M U S E:

MUsic Search Engine

 

Information Storage & Retrieval

CPSC-670

Fall 2000

 

 

 

 

 

 

 

 

 

 

 

 

 

Chia-Tung Chen

Feihong Wang

Gaurav Maini

Luis Francisco-Revilla


Introduction

MUSE is a Digital Library based on the mg system. MUSE provides full-text retrieval of a collection of songs. The songs in the collection are encoded as MP3’s containing the audio, lyrics, and metadata. Metadata includes title, artist, album, genre, tempo, mood, and situation. Users can search the collection by title, artist, album, lyrics, or all of the above. This is much more advantageous in comparison to the current state of the Web, were users usually need to conduct separate search efforts in order to locate the song’s audio and lyrics. In addition MUSE supports exploratory behavior by allowing users to browse the contents by genre, tempo, mood, or situation. Again this is better than the typical Web indexing systems, which only provide limited browsing by genre or artist name.

Motivation

Almost everyone has an MP3 collection that is growing and is treasured. MP3s are the way that people are personalizing their digital audio collections.
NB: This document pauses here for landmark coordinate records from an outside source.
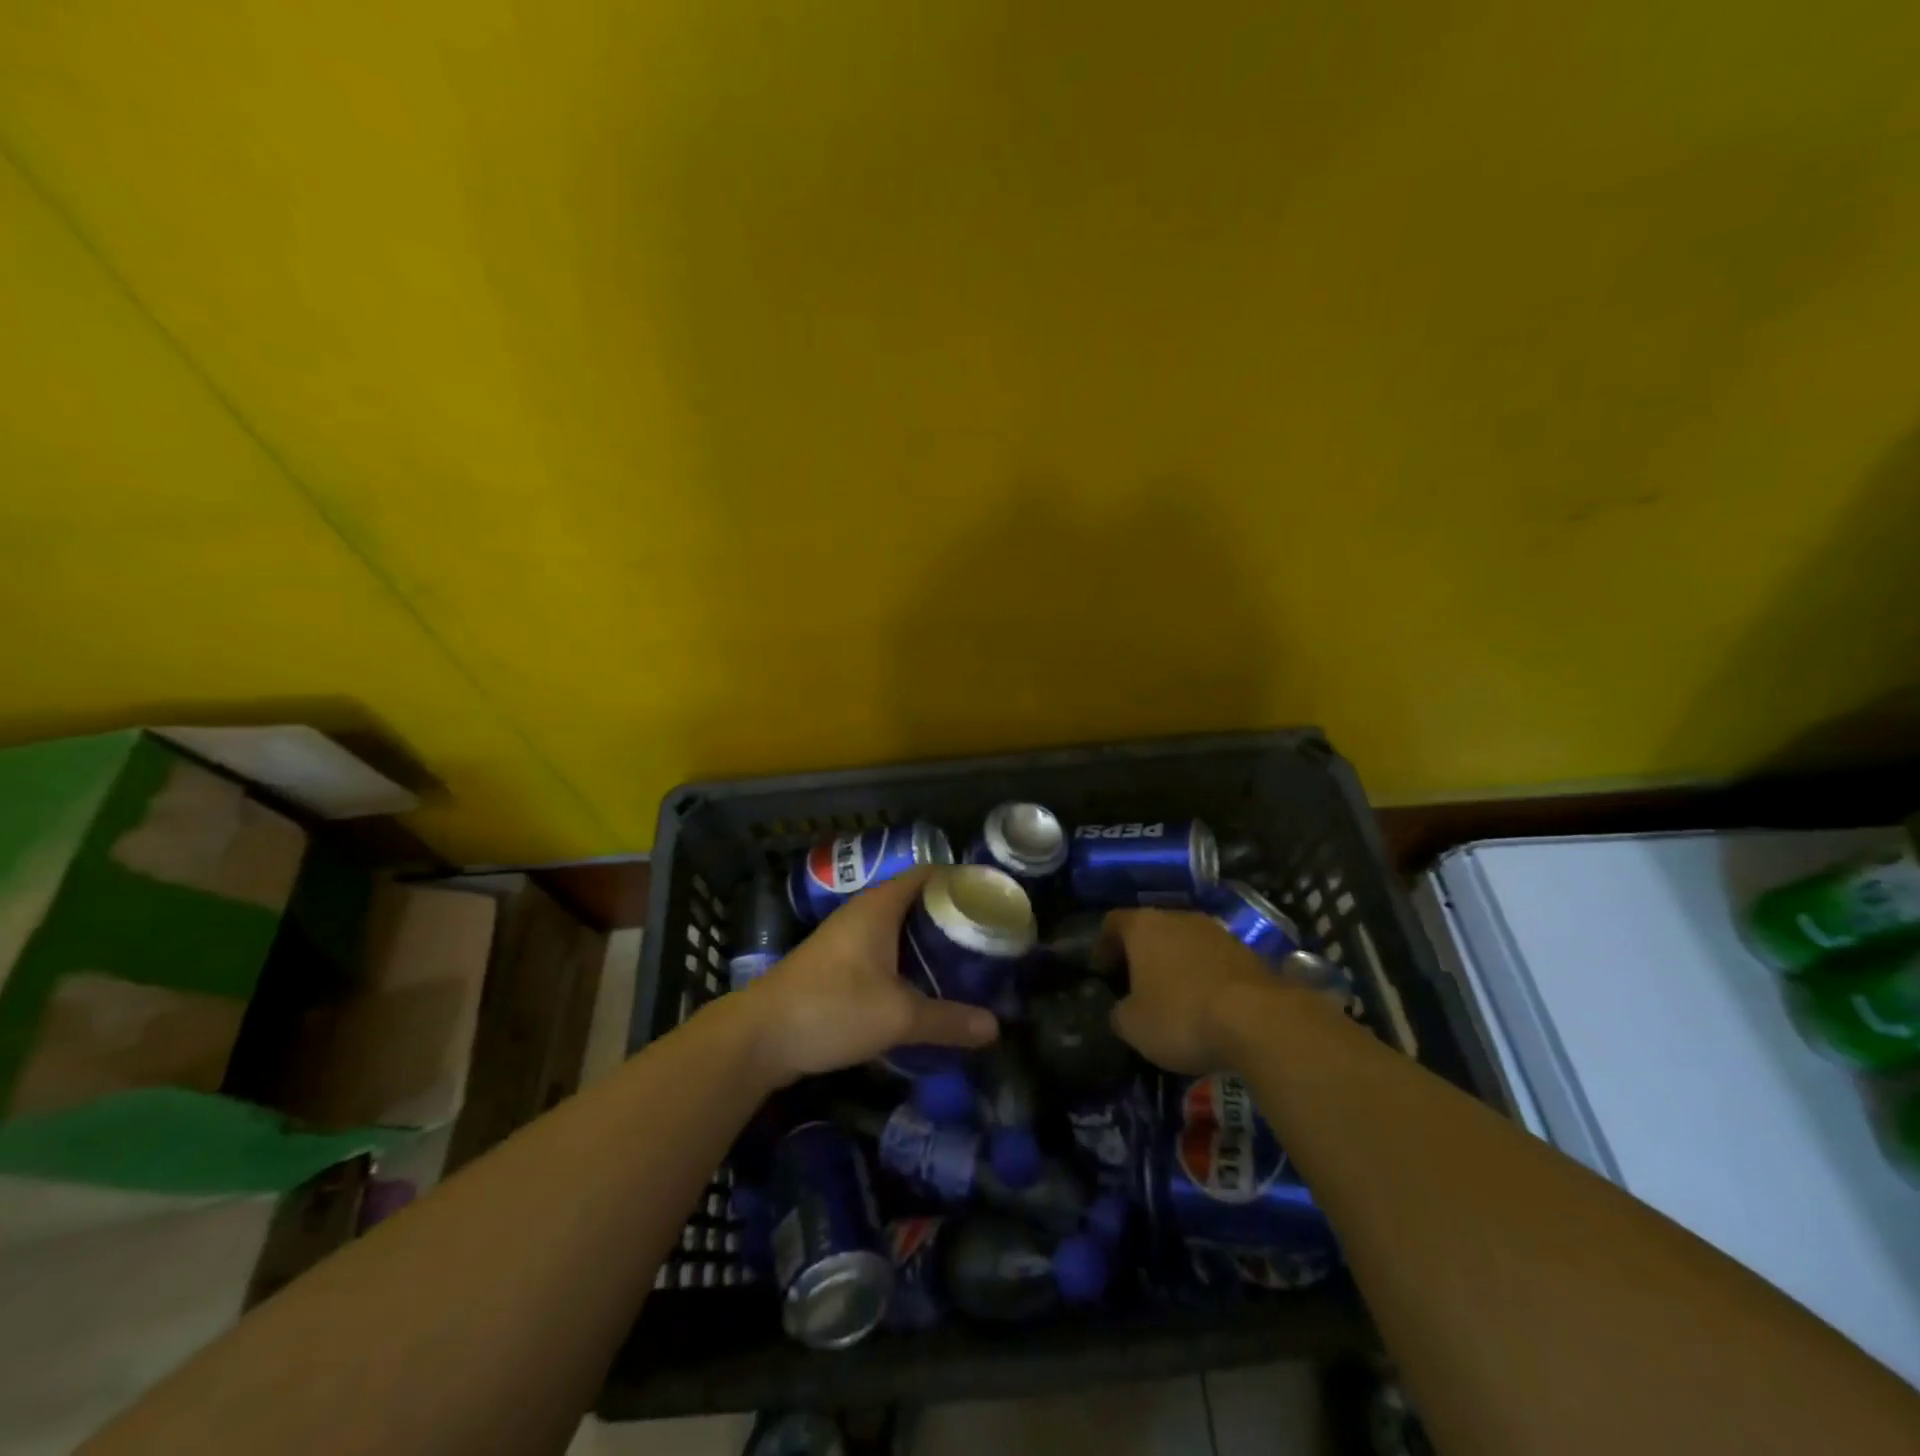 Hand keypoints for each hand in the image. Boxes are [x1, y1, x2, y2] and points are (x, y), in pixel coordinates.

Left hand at [739, 867, 998, 1084]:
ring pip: (897, 928)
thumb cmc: (831, 1008)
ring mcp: (845, 938)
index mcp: (879, 906)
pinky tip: (923, 986)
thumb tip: (995, 1028)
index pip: (928, 874)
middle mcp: (862, 913)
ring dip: (927, 942)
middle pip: (915, 901)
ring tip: (963, 961)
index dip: (960, 881)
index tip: (992, 900)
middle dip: (949, 916)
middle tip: (985, 937)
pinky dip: (906, 961)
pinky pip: (881, 951)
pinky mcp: (835, 965)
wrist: (758, 1037)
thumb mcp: (898, 1016)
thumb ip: (948, 1020)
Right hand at [1097, 908, 1280, 1073]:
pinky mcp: (1248, 952)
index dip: (1102, 946)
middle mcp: (1179, 917)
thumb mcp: (1133, 1026)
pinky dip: (1204, 977)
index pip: (1112, 922)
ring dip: (1175, 964)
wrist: (1259, 1021)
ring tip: (1172, 996)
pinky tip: (1206, 1005)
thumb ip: (1119, 1013)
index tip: (1101, 971)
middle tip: (1133, 984)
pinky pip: (1213, 960)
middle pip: (1151, 929)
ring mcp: (1217, 932)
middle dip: (1141, 954)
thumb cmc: (1181, 1015)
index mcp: (1144, 925)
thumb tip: (1121, 1011)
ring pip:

But it grows at such a pace that keeping track of the individual audio piece within the collection becomes a slow and painstaking task.

 

Searching for MP3s is a painful job, since the search is generally by filename

. So we have put together a demo collection that has songs in various languages (e.g. English, Spanish, etc) that are compressed in the MP3 format. But we also insert the lyrics and other useful information about the song like title, artist, album, genre, tempo, mood and situation as text within the MP3 file format.

 

We then build a collection with this text extracted from the MP3 files and full text index the collection using mg as the backend. This enables the user to search for any particular song within the collection by merely entering a few words from the lyrics of the song, or by entering the title, artist, album, etc.

 

This approach aids the user in maintaining a sizeable number of MP3 files and the user is able to retrieve the exact song he/she is looking for without having to remember the filename or even the title of the song.
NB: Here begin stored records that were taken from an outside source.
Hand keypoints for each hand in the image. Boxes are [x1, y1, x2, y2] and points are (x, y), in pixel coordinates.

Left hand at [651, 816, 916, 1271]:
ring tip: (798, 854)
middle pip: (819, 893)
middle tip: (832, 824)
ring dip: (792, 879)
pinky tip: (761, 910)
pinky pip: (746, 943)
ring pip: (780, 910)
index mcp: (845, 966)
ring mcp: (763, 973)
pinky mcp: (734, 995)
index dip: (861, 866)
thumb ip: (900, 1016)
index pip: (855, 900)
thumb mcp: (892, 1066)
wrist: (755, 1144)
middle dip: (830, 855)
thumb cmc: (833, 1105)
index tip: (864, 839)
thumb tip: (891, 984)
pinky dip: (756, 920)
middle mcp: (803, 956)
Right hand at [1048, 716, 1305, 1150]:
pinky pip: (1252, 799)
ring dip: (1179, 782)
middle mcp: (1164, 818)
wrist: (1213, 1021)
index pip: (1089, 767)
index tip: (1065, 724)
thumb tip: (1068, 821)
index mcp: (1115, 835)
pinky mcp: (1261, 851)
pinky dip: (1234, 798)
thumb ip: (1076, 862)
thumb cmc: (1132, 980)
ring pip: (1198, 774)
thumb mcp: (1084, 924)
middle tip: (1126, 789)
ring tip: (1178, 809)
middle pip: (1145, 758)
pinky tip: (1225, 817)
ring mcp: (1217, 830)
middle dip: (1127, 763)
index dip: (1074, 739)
What good is a collection from which retrieval is slow and in some cases futile? Clearly this was sufficient motivation to propel us into building an index of MP3 encoded songs.

MP3

MP3 stand for MPEG-1 Audio Layer III. It is an audio only compression component. MP3 uses two compression techniques, one lossy and one lossless. The lossy compression is based on a psycho-acoustic model to eliminate audio frequencies that the human ear cannot hear. Then the lossless compression encodes the redundancies using Huffman coding. Typically, an MP3 file is around one-tenth the size of the corresponding uncompressed audio source.

 

The basic MP3 compression is a two-pass process with the following steps:

 

·        Break the signal into "frames".

·        Analyze the signal to determine its spectral energy distribution. This step breaks the signal into sub-bands, which can be processed independently for optimal results.
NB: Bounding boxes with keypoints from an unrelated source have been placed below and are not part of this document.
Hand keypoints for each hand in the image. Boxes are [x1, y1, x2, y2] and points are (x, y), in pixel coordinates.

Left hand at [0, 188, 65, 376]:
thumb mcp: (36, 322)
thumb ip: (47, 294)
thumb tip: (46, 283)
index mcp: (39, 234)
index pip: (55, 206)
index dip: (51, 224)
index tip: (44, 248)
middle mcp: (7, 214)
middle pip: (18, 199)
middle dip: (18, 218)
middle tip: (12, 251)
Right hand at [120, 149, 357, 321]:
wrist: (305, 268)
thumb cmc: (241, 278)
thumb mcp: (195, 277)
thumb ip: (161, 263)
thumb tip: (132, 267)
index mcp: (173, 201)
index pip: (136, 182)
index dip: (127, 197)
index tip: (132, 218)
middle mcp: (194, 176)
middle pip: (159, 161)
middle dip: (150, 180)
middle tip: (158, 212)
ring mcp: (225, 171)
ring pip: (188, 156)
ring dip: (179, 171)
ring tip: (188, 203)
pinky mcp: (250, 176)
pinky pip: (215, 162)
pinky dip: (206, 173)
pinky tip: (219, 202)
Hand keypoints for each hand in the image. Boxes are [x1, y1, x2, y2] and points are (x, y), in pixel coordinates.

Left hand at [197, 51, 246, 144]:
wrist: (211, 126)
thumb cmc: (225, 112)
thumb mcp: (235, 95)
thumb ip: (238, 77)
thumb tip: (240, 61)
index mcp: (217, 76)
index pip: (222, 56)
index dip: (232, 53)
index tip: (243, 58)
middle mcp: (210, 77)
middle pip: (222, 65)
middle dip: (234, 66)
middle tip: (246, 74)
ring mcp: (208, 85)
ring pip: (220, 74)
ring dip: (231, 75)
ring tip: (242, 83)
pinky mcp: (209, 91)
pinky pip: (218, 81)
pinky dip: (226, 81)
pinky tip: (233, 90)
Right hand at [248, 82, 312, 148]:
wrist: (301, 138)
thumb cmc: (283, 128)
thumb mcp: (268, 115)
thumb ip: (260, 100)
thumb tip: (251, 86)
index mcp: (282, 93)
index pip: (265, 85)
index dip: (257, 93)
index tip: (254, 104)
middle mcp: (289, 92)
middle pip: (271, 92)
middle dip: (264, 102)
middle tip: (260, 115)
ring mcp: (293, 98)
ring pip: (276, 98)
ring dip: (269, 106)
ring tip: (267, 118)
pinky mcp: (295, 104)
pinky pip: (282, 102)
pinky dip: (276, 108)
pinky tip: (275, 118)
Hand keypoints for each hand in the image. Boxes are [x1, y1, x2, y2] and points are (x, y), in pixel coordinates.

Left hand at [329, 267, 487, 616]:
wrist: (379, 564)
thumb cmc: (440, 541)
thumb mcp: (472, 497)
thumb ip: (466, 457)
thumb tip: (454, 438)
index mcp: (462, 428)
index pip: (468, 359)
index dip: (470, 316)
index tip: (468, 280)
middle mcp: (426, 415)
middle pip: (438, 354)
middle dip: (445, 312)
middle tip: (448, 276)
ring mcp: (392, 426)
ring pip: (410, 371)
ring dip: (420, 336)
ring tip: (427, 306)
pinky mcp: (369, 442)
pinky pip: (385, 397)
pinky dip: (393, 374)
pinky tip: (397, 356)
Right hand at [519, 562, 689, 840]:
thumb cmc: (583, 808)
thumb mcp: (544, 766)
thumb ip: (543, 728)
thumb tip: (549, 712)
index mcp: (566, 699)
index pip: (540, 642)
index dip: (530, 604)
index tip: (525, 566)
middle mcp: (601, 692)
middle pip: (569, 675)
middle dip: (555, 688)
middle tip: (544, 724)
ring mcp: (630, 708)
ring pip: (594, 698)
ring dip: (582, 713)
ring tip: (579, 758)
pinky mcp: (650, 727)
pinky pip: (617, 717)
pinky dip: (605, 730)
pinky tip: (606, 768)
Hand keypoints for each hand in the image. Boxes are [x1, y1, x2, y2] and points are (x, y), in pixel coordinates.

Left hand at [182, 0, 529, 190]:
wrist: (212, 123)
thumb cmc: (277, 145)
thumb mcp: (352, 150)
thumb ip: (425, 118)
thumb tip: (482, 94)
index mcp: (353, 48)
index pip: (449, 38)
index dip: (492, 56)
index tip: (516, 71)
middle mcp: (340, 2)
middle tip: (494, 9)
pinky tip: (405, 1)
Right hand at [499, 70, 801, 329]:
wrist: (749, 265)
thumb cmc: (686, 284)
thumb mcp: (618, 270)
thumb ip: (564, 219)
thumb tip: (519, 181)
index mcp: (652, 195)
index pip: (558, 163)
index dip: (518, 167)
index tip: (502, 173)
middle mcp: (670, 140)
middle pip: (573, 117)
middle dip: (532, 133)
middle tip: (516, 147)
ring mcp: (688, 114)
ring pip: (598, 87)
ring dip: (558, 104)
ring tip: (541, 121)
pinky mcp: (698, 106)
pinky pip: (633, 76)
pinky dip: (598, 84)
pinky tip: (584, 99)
·        The encoding bitrate is taken into account, and the maximum number of bits that can be allocated to each frame is calculated. This step determines how much of the available audio data will be stored, and how much will be left out.

·        The frequency spread for each frame is compared to mathematical models of human psychoacoustics, which are stored in the codec as a reference table. From this model, it can be determined which frequencies need to be rendered accurately, since they'll be perceptible to humans, and which ones can be dropped or allocated fewer bits.

·        Finally, the bitstream is then compress using a Huffman coder.

 


Figure 1. ID3v1 and ID3v2 specifications

 

MP3 files are composed of a series of frames. The metadata is located at the beginning or end of the MP3 file. These metadata is encoded as ID3 tags. There are two variants of the ID3 specification: ID3v1 and ID3v2, and while the potential differences between them are great, virtually all modern MP3 players can handle files with tags in either format. ID3v2 has more features. Figure 1 shows an example of ID3v1 and ID3v2.

 

 

In addition to the metadata it is possible to usig a tag to insert the lyrics inside the audio file. Lyrics are embedded in the audio file between the audio and the ID3 tag. The lyrics section begins with "LYRICSBEGIN" and ends with "LYRICSEND" and has the lyrics between these keywords.  Figure 2 shows the Lyrics3 specification for including lyrics inside MP3 files.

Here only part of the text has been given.